I am having a strange down-spike on the SCL line at the same time the SDA line enters start condition. Please, have a look at the picture.

My original set-up is one I2C master (Raspberry PI) with one slave (MCP23017) and P82B96 on the master board and 4 slave boards connected in a star topology with ca 10 m CAT6 cable per branch. Each slave board has its own P82B96 and MCP23017. I also used logical level convertor on the master side (3.3V/5V).

Due to the above problem I reduced the set-up for troubleshooting and now it boils down to this standard diagram:

The cable has moderate length of about 5-7 m and it is CAT6.

If I connect the slave board directly to I2C master (Raspberry PI) bypassing P82B96 everything looks ok to me and the I2C master sees the slave.

If I disconnect the cable on the remote side thus leaving master P82B96 with cable and pull-up resistors everything looks ok as well.

It is only when I connect everything together the problem arises. Note that the above down-spike is observed in all points 1 through 4 (in red in the diagram).

I tried to play with pull-up resistors but it didn't change anything. Right now I am having pull-up resistors on the I2C side 4K7 and on the bus side (only master) 470R.

I also tried to carry SCL via a separate cable suspecting cross-talk from SDA but it didn't change anything at all. The spike is absolutely persistent, not sporadic. This suggests some kind of a designed behavior.

I checked wiring several times and everything seems to be OK. I am currently out of ideas :-(

15 Replies

  • Hi Igor,

    Would it be possible to share a more detailed version of your schematics for your boards that show us which specific pins are used for the different signals? 

    I am also interested in what your power decoupling capacitors are and how you are powering the boards in the remote side of the cable.  Are you sourcing those from the 12V supply through a LDO or DC-DC converter to get the 3.3/5V? 

    Have you monitored the various supply voltage levels during your I2C communication for any form of glitching, or dropout?  Since all of the signals use pullup resistors to create the High Levels, any form of voltage dropout, even momentary, could represent itself as a bad bit, or glitch.  The down-spike glitch you are showing doesn't get all the way to "Low Level" or GND as compared to the other bits.  This leads me to wonder if the following situation is possible.  When the SDA line is pulled low, the supply rails voltage drops until the supply senses the need for additional current and adjusts it's output accordingly to raise the voltage back to the set level.  As a result, the SCL line's high voltage would drop to reflect the supply voltage because it is set by the pullup resistor.  If the drop is large enough to cross the input logic thresholds, it could propagate to the other sides of the other buffers as if it were an actual bit.  Proper decoupling should provide extra current sourcing during these transitions and prevent this type of behavior.  Can you share these voltage waveforms and your decoupling/power supply circuits with us?

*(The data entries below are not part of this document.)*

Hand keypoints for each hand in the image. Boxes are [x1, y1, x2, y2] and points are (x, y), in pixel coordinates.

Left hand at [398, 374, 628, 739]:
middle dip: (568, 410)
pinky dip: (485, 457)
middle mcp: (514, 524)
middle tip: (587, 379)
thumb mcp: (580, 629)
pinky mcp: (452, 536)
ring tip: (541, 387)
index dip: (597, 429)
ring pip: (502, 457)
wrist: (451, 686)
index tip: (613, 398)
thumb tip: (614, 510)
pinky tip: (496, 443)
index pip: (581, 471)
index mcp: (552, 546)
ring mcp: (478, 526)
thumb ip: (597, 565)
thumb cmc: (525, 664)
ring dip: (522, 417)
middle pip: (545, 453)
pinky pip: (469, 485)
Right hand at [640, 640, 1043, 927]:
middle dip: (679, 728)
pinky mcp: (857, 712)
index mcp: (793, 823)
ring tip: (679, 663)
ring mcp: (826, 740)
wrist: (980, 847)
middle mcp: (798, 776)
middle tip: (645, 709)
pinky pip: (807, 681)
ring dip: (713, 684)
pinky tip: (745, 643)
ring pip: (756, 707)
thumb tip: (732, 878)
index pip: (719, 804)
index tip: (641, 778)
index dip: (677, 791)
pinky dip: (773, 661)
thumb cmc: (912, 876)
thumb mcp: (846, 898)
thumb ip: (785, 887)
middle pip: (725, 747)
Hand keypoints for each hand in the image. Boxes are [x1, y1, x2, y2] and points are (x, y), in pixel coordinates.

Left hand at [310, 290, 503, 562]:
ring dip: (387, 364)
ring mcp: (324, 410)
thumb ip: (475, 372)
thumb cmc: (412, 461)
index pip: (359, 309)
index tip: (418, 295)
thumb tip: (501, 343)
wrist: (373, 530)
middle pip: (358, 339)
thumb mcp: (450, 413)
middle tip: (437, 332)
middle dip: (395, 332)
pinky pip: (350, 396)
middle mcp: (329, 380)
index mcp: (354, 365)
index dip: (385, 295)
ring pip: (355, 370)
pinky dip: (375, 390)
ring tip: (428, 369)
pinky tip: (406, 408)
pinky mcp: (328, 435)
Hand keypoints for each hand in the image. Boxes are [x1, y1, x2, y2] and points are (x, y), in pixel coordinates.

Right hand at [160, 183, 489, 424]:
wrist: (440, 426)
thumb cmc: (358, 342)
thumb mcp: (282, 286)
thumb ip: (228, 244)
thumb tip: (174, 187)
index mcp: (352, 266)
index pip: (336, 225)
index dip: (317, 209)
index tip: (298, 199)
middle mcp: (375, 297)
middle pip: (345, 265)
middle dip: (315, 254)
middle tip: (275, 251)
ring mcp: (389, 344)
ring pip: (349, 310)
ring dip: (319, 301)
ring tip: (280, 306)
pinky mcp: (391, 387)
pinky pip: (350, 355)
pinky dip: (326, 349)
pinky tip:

    One other idea to try is to disconnect the Rx or Ry pin from the SCL line on the Master device.  The P82B96 has unidirectional pins, and since the SCL line is unidirectional sourced by the Master, there is no need to connect the receive pins on that signal.  Perhaps there is an issue with a glitch or signal feeding back through the buffer.  It would be nice to know if the problem still occurs when this pin is disconnected.



  • In reply to Jonathan Nerger:

    Hi Jonathan,

    thank you for a very thorough analysis. My schematic during troubleshooting is exactly as in the diagram taken from the TI whitepaper :-)

    I need to mention that now I tried to disconnect the remote I2C client (MCP23017 mux) and the behavior is exactly the same. That is, what is left now: Raspberry PI with its I2C driver software and two P82B96 with a bit of wire between them.

    As to power supply I use off-the-shelf modules: switching power supply 230V/24V 4-6A. Thereafter, DC-DC convertors to get 5V and 12V: such as Xl4005 based module.

    This is very close to my original power supply on site. I have to admit this setup is pretty noisy, but I didn't have problems with it yet.

    The decoupling capacitors are 0.1 uF on every IC and 1000 uF on both 5V and 12V local and remote power rail.

    The remote slave board doesn't have its own power supply and get both +5 V and +12 V via the same CAT6 cabel.

    I haven't looked at power supply rails during transmittion. I have to do it, you are right. I did consider a kind of a power problem but ruled it out because this glitch is only present during start condition, not during transmission of bits that follow. 

    Wow! It was a brilliant idea to disconnect the Ry on the master side due to the nature of SCL signal. I will definitely try it!

    I am travelling now so it will take a while before I come back with more results. But I am very eager. Thank you once more for new ideas!

  • In reply to Igor Soloviev:

    Hi Igor,

    Thanks for the additional information.  I thought the Power Supply was a long shot, but good power is always important and many issues can come from noisy power, or voltage dropout (brown out) conditions so it is always good to check.  It sounds like you have good decoupling. 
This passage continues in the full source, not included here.